Tag: Bible

  • Knowing God’s Word is Essential for Christians

    Knowing God’s Word is Essential for Christians

    In this “Christian” nation, far too many who claim to be believers never take the time to read scripture. I know because that was me for many, many years. It is easy to neglect. However, I’d suggest that knowing God’s Word is the most important aspect of being a believer. Prayer and fellowship with other believers are right behind.

    Chapter 22 of the book of 2 Kings opens with a young king who obviously seeks to honor the Lord by having the temple repaired. I can’t imagine putting effort into this if his goal was something else. Surely, he thought he was doing right in the sight of God. While this work was going on, this happened:

    Then Shaphan the scribe told the king, “Hilkiah the priest has given me a scroll.” Shaphan read it out loud before the king. When the king heard the words of the law scroll, he tore his clothes.
    2 Kings 22:10-11

    Josiah’s humility and repentance saved his nation. He was only able to do this by hearing the actual Word of God. It was obvious to him, when he heard the Word himself, that they were getting it all wrong. They had priests, they had a temple, they had it wrong.

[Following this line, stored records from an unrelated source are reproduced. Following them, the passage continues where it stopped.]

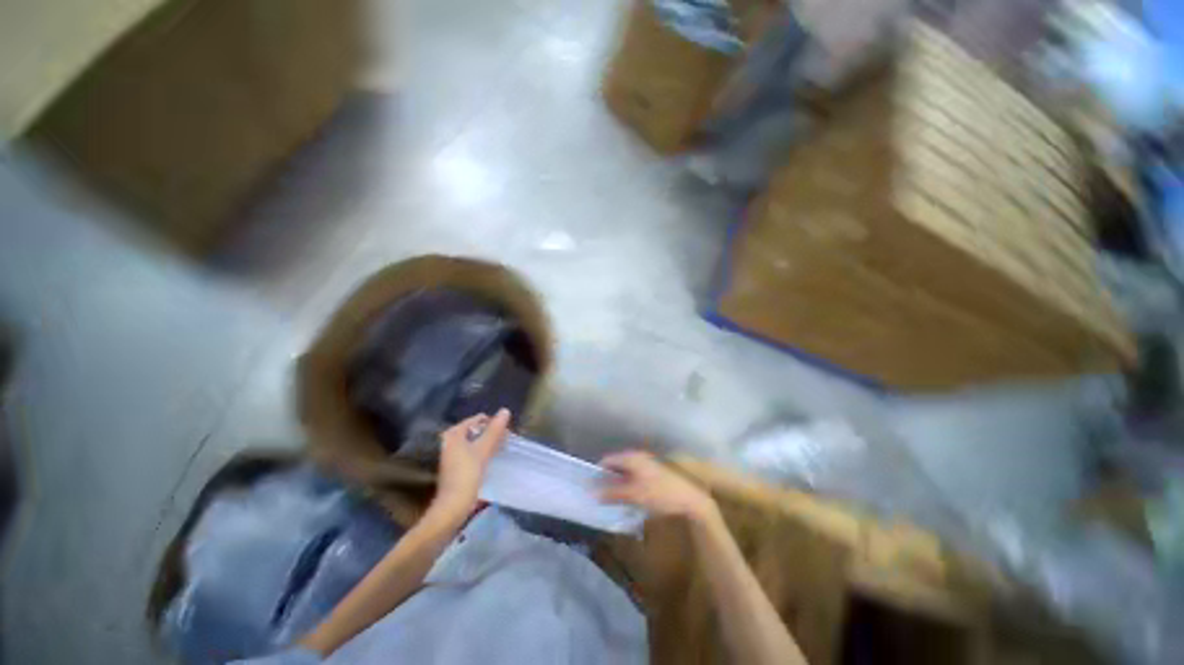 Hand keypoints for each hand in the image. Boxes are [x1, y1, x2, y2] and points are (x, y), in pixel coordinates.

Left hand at [431, 409, 510, 519]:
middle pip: (477, 430)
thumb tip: (505, 410)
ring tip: (502, 450)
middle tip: (505, 441)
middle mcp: (450, 441)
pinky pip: (474, 452)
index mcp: (454, 434)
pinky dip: (484, 452)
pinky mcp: (457, 466)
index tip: (506, 433)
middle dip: (492, 434)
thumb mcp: (483, 449)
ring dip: (489, 443)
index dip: (493, 423)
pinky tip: (492, 459)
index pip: (478, 419)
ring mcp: (453, 454)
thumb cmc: (467, 474)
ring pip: (476, 442)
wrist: (453, 506)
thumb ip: (494, 429)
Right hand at [599, 450, 717, 523]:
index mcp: (631, 458)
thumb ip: (612, 493)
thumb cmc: (660, 494)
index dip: (597, 473)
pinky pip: (633, 477)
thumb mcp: (633, 495)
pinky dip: (626, 486)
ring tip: (610, 500)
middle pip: (616, 466)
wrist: (689, 499)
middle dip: (606, 480)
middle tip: (598, 495)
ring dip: (616, 484)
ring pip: (624, 473)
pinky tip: (626, 499)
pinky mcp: (652, 474)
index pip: (607, 460)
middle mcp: (637, 457)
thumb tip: (593, 493)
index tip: (590, 487)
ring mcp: (645, 465)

    When I finally started reading God’s Word faithfully, I started noticing things that had crept into the church. I started noticing modern church music often contained a phrase or two that was slightly off of what scripture said. I started catching single sentences in books that were otherwise fine that twisted a passage’s meaning ever so slightly.

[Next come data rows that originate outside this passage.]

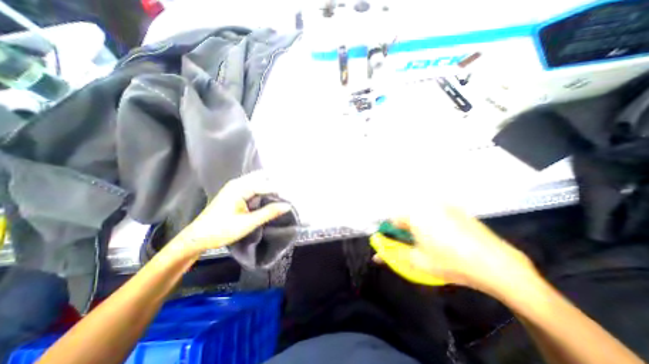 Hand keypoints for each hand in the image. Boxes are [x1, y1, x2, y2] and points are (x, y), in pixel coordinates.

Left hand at [168, 172, 290, 256]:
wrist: (196, 237)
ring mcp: (236, 187)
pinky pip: (254, 186)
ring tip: (283, 195)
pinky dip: (263, 190)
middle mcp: (238, 183)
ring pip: (258, 181)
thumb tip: (287, 205)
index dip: (280, 191)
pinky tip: (270, 197)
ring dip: (270, 186)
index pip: (267, 185)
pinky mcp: (235, 193)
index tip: (293, 197)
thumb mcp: (248, 223)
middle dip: (276, 183)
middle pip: (262, 177)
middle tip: (289, 193)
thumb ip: (268, 212)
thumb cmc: (221, 230)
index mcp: (240, 187)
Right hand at [381, 206, 540, 297]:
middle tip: (417, 244)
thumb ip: (393, 256)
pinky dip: (436, 221)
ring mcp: (444, 204)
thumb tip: (376, 257)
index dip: (393, 233)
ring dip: (421, 225)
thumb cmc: (450, 263)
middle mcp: (426, 205)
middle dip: (407, 229)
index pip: (393, 220)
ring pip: (422, 213)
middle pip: (407, 215)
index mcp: (414, 215)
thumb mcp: (417, 263)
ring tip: (434, 241)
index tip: (399, 244)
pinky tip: (449, 236)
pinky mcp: (457, 208)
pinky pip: (437, 212)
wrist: (497, 264) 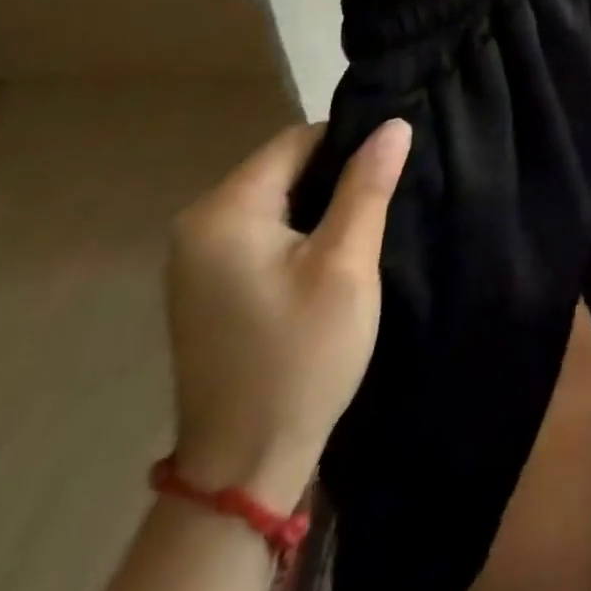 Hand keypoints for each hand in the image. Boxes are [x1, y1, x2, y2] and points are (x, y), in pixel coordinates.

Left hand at [165, 119, 411, 508]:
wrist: (245, 466)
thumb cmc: (301, 355)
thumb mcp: (346, 263)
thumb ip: (367, 186)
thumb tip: (393, 124)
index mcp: (224, 211)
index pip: (297, 140)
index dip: (350, 144)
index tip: (391, 169)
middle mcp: (198, 224)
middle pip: (284, 166)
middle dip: (337, 176)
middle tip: (386, 199)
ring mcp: (197, 257)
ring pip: (277, 198)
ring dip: (321, 205)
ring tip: (366, 224)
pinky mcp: (209, 284)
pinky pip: (263, 229)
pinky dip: (301, 230)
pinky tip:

    It’s important to sit under the teaching of knowledgeable teachers. It’s okay to watch people online whether they be pastors, podcasters, or apologetic masters. Reading books related to our faith is fine. But all of it must be done with God’s Word as the foundation. Like us, these men are all fallible.

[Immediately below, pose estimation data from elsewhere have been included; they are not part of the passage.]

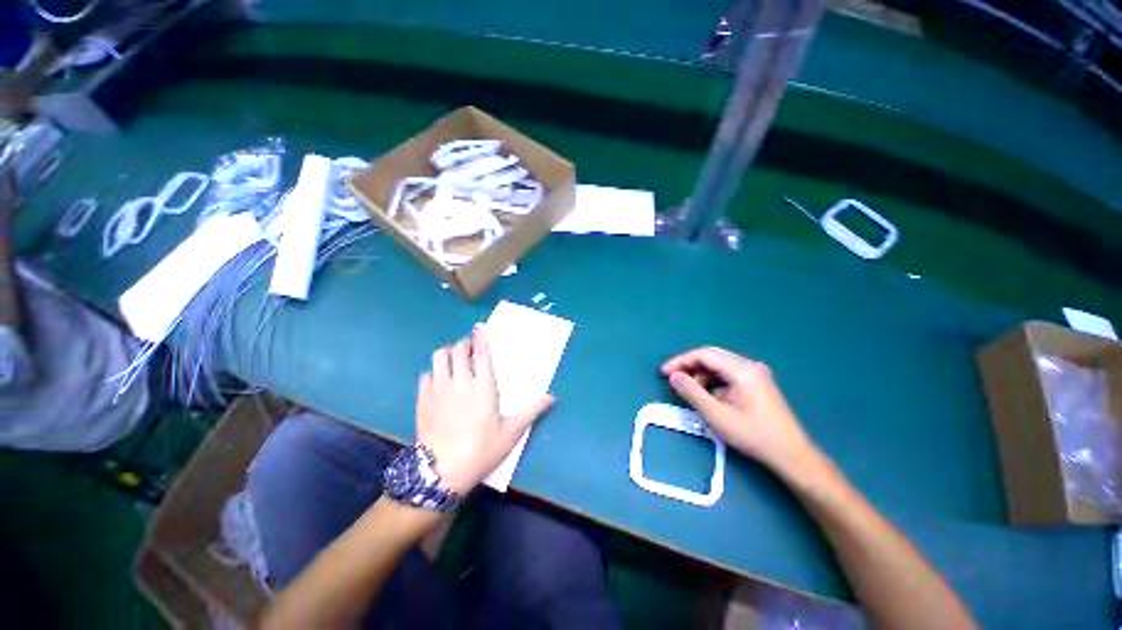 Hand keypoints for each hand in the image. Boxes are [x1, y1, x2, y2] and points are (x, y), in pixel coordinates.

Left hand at [415, 324, 554, 493]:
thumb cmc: (481, 450)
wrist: (442, 472)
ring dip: (448, 353)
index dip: (480, 337)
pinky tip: (440, 379)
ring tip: (454, 359)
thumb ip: (531, 411)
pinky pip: (426, 374)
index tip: (480, 327)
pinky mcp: (422, 399)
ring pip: (439, 357)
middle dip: (464, 343)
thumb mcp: (511, 432)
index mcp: (483, 387)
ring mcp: (438, 389)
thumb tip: (552, 396)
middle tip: (470, 348)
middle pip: (458, 350)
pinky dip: (434, 371)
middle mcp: (460, 382)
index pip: (481, 353)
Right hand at [662, 346, 821, 478]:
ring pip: (719, 365)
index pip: (704, 355)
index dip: (681, 361)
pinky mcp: (757, 383)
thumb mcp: (717, 415)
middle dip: (690, 366)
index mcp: (742, 370)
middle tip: (673, 380)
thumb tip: (673, 376)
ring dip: (701, 375)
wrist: (791, 455)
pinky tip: (709, 397)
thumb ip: (692, 392)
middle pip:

    How often are you opening God’s Word yourself and not just letting others tell you what it says? Do you ever read it?

    My suggestion if you want to start reading it yourself is to do that. Pick it up and read a chapter a day, or more if you feel like it. Just pick a book and determine to read it every day until you finish that book. Then, read the next book. You may just find yourself surprised.

    Stay safe and keep the faith.

  • Carried Away With Ourselves

    We’re all formed into unique individuals by our own personal experiences. Those experiences taint, or rather color, the way we perceive the world around us,. In doing so they remove the ability to correctly perceive reality. That’s one of the reasons eye-witness testimony is so terrible. Your brain will fill in missing details with what it expects they should be rather than what they are.

    This translates into relationships and beliefs as well. We think a certain person likes or dislikes us and so we translate their actions and words through that perception filter. We think a certain relationship is good or bad and it goes through the same process.

    Maybe something in the Bible doesn’t make sense or align with a tradition you’ve been taught. When it collides with your perceptions of how things ought to be, it gets filtered.

    This all occurs because there is entirely too much information available to us. Our minds can’t process the information so we tend to, unknowingly, seize the information that is comfortable and easily fits our views while we reject (filter out) those ideas that do not align with our idea of what reality is. Entertaining those particular bits of information would be too difficult. Especially as we get older and more set in our ways. While age does indeed bring wisdom, it should not bring the inability to introspectively consider the fact that maybe you got it wrong. For a long time.

    So many things to choose from. There are so many opportunities that come to us during the day which give us the chance to grow. They give us the chance to experience a new understanding. They might come as something someone says. They might come in something you read online. Maybe you’re driving down the road and see a sign or a bumper sticker that could challenge your views.

    These are chances to grow. Hopefully we are rarely wrong. Sometimes we grow by solidifying our position based on more information. Sometimes we grow by learning new ways to counter the worlds culture. Sometimes, once in a while, we might grow by coming to the realization that in our pride we’ve been rejecting God’s actual truth for so many years based on an errant teaching or tradition.

  • Publicly Rebuking Church Leaders?

    I was researching a completely different topic when 1 Timothy 5:20 popped out at me today at lunch time. It’s talking about elders/leaders in the church. I always thought issues were addressed behind. Implications? Ali and I talked about it on the patio.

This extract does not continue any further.